Source data
_ _ _ _

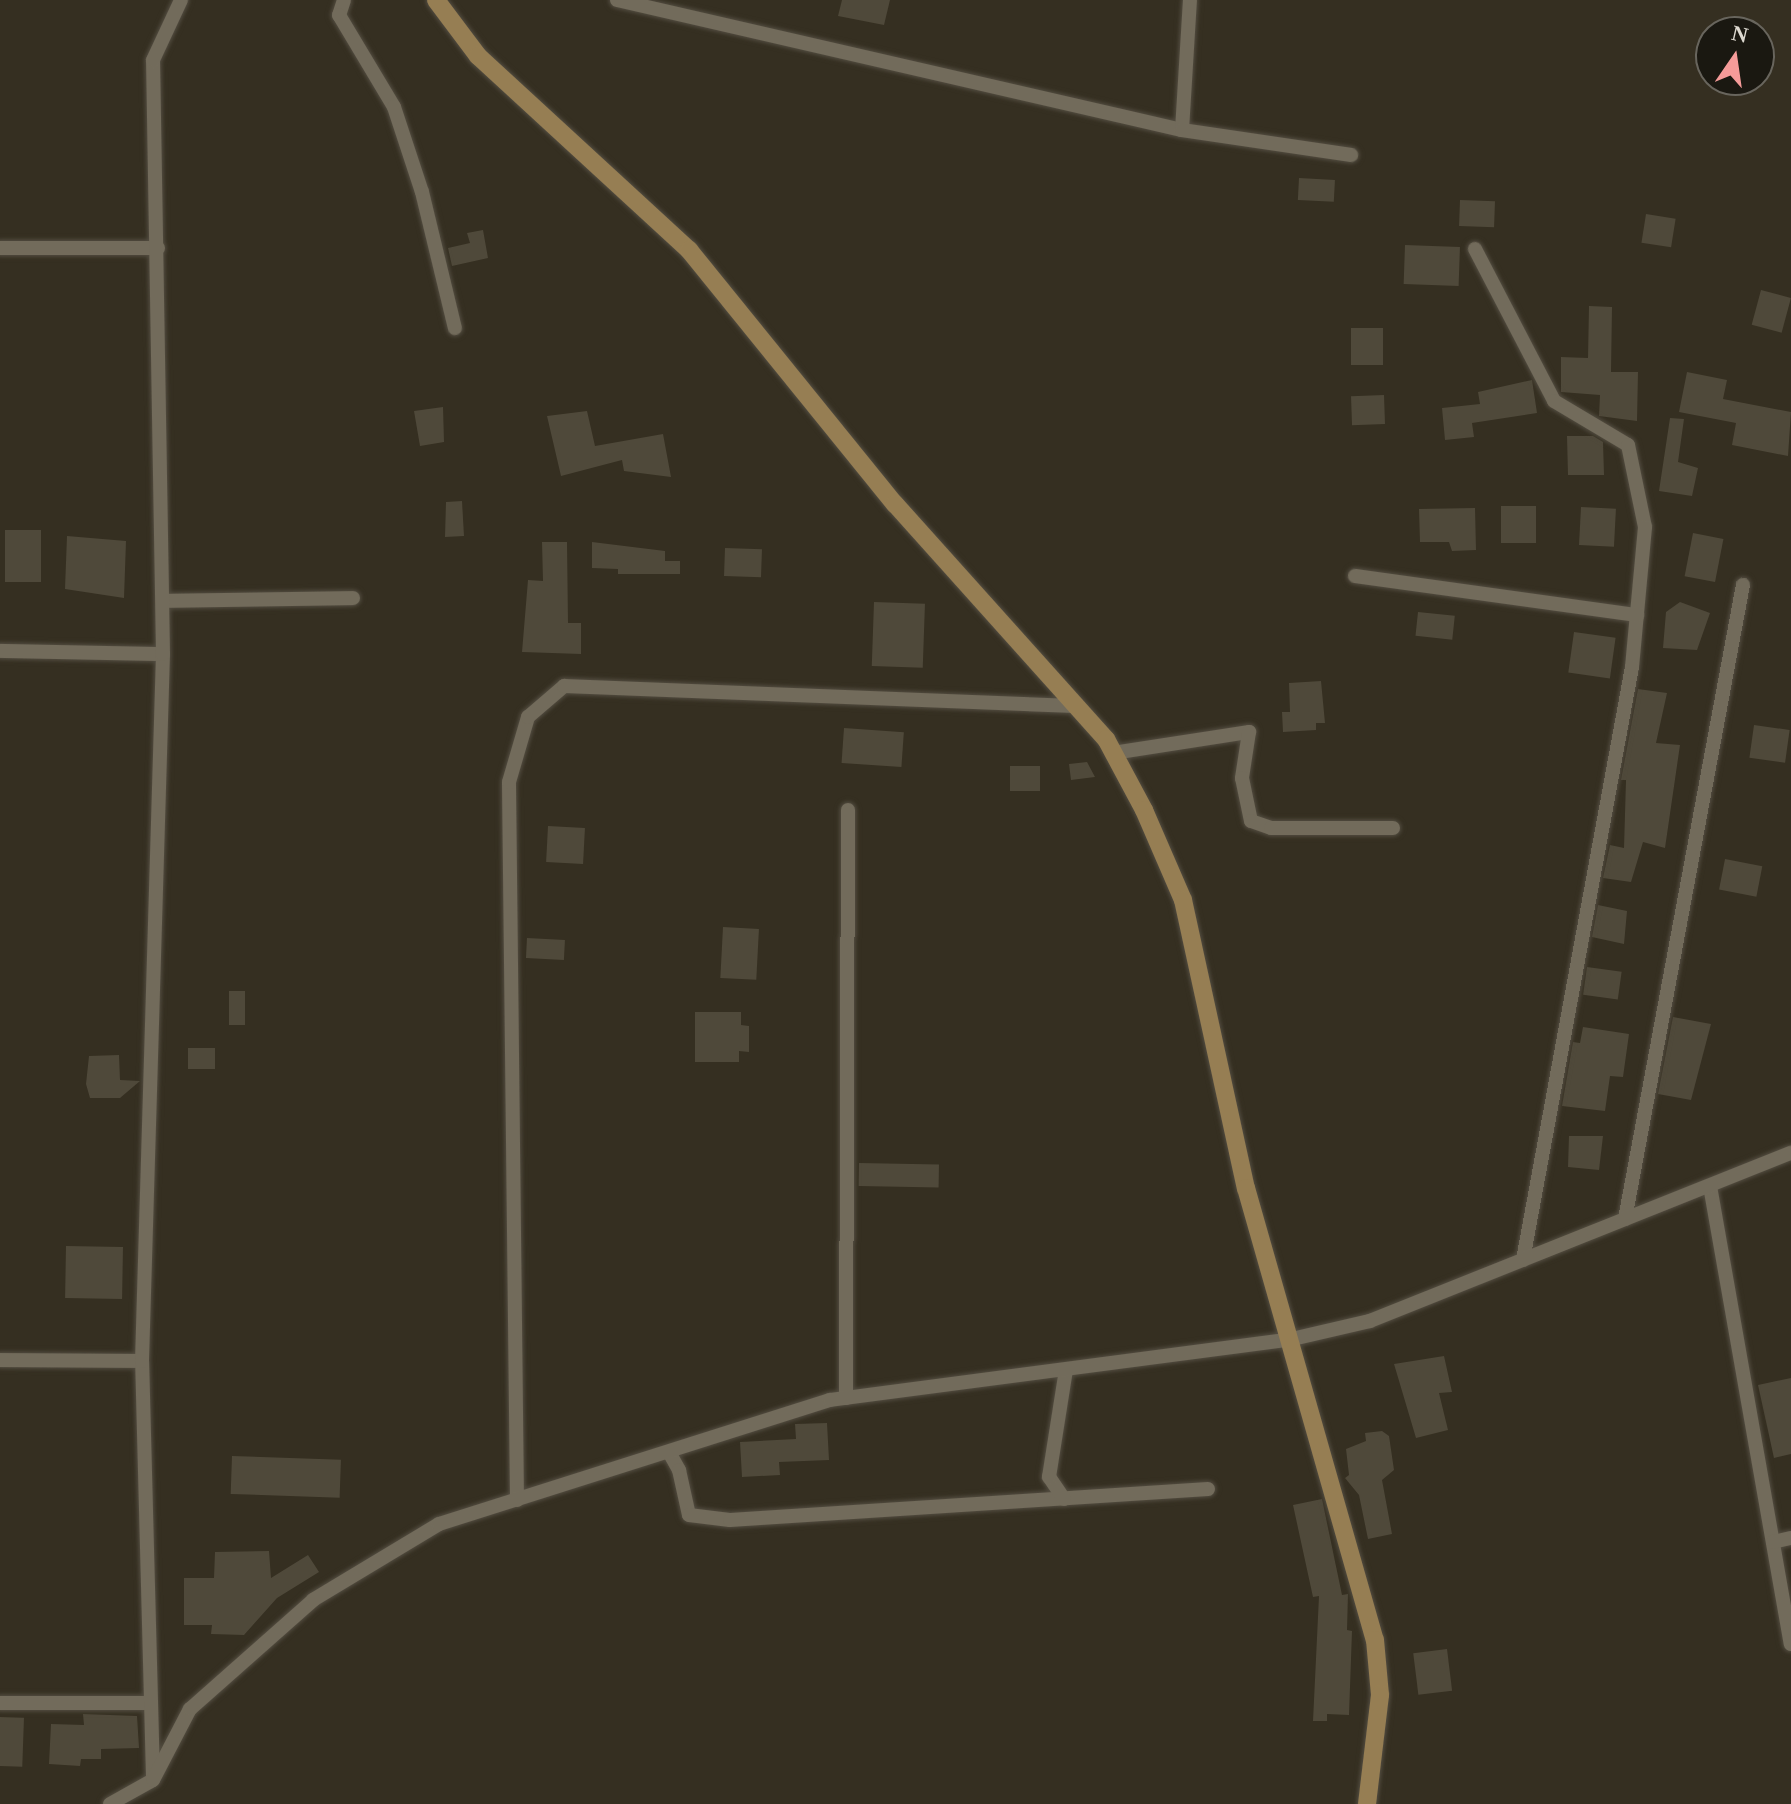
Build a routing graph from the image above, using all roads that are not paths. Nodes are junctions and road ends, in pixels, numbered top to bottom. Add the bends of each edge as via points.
1 (181, 0) edge
2 (344, 0) edge
3 (436, 0) edge
4 (617, 0) edge
5 (1190, 0) edge
6 (1182, 130) junction
7 (1351, 155) dead end
8 (0, 248) edge
9 (158, 248) junction
10 (1475, 249) dead end
11 (455, 328) dead end
12 (1355, 576) dead end
13 (1743, 585) dead end
14 (353, 598) dead end
15 (163, 601) junction
16 (1637, 615) junction
17 (0, 651) edge
18 (163, 654) junction
19 (1075, 706) junction
20 (1113, 753) junction
21 (848, 810) dead end
22 (1393, 828) dead end
23 (1791, 1153) edge
24 (1710, 1186) junction
25 (1625, 1219) junction
26 (1523, 1260) junction
27 (1292, 1339) junction
28 (0, 1360) edge
29 (142, 1361) junction
30 (1066, 1370) junction
31 (846, 1398) junction
32 (669, 1452) junction
33 (1208, 1489) dead end
34 (1064, 1499) junction
35 (517, 1500) junction
36 (1791, 1538) edge
37 (1773, 1542) junction
38 (1791, 1644) edge
39 (0, 1703) edge
40 (151, 1703) junction
41 (153, 1780) junction
42 (110, 1804) edge
43 (1367, 1804) edge

1 - 9 street via 153,60
2 - 11 street via 339,15 394,107 422,192
3 - 19 street via 478,56 689,250 895,504
4 - 6 street
5 - 6 street
6 - 7 street
8 - 9 street
9 - 15 street
10 - 16 street via 1554,401 1628,445 1645,527
12 - 16 street
13 - 25 street
14 - 15 street
15 - 18 street
16 - 26 street via 1632,667
17 - 18 street
18 - 29 street
19 - 20 street
19 - 35 street via 564,686 528,717 509,782
20 - 22 street via 1249,732 1242,778 1251,821 1271,828
20 - 27 street via 1183,900 1246,1188
21 - 31 street
23 - 24 street
24 - 25 street
24 - 37 street
25 - 26 street
26 - 27 street via 1370,1321
27 - 30 street
27 - 43 street via 1375,1640 1380,1695
28 - 29 street
29 - 40 street
30 - 31 street
30 - 34 street via 1049,1477
31 - 32 street
32 - 34 street via 679,1470 689,1515 730,1520
32 - 35 street
33 - 34 street
35 - 41 street via 439,1524 313,1600 190,1709
36 - 37 street
37 - 38 street
39 - 40 street
40 - 41 street
41 - 42 street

_ _ _ _

When repeating the entries, leave out every picture and keep the rest exact.

Build a routing graph from the image above, using all roads that are not paths. Nodes are junctions and road ends, in pixels, numbered top to bottom. Add the bends of each edge as via points.
1 (181, 0) edge
2 (344, 0) edge
3 (436, 0) edge
4 (617, 0) edge
5 (1190, 0) edge
6 (1182, 130) junction
7 (1351, 155) dead end
8 (0, 248) edge
9 (158, 248) junction
10 (1475, 249) dead end
11 (455, 328) dead end
12 (1355, 576) dead end
13 (1743, 585) dead end
14 (353, 598) dead end
15 (163, 601) junction
16 (1637, 615) junction
17 (0, 651) edge
18 (163, 654) junction
19 (1075, 706) junction
20 (1113, 753) junction
21 (848, 810) dead end
22 (1393, 828) dead end
23 (1791, 1153) edge
24 (1710, 1186) junction
25 (1625, 1219) junction
26 (1523, 1260) junction
27 (1292, 1339) junction
28 (0, 1360) edge
29 (142, 1361) junction
30 (1066, 1370) junction
31 (846, 1398) junction
32 (669, 1452) junction
33 (1208, 1489) dead end
34 (1064, 1499) junction
35 (517, 1500) junction
36 (1791, 1538) edge
37 (1773, 1542) junction
38 (1791, 1644) edge
39 (0, 1703) edge
40 (151, 1703) junction
41 (153, 1780) junction
42 (110, 1804) edge
43 (1367, 1804) edge

1 - 9 street via 153,60
2 - 11 street via 339,15 394,107 422,192
3 - 19 street via 478,56 689,250 895,504
4 - 6 street
5 - 6 street
6 - 7 street
8 - 9 street
9 - 15 street
10 - 16 street via 1554,401 1628,445 1645,527
12 - 16 street
13 - 25 street
14 - 15 street
15 - 18 street
16 - 26 street via 1632,667
17 - 18 street
18 - 29 street
19 - 20 street
19 - 35 street via 564,686 528,717 509,782
20 - 22 street via 1249,732 1242,778 1251,821 1271,828
20 - 27 street via 1183,900 1246,1188
21 - 31 street
23 - 24 street
24 - 25 street
24 - 37 street
25 - 26 street
26 - 27 street via 1370,1321
27 - 30 street
27 - 43 street via 1375,1640 1380,1695
28 - 29 street
29 - 40 street
30 - 31 street
30 - 34 street via 1049,1477
31 - 32 street
32 - 34 street via 679,1470 689,1515 730,1520
32 - 35 street
33 - 34 street
35 - 41 street via 439,1524 313,1600 190,1709
36 - 37 street
37 - 38 street
39 - 40 street
40 - 41 street
41 - 42 street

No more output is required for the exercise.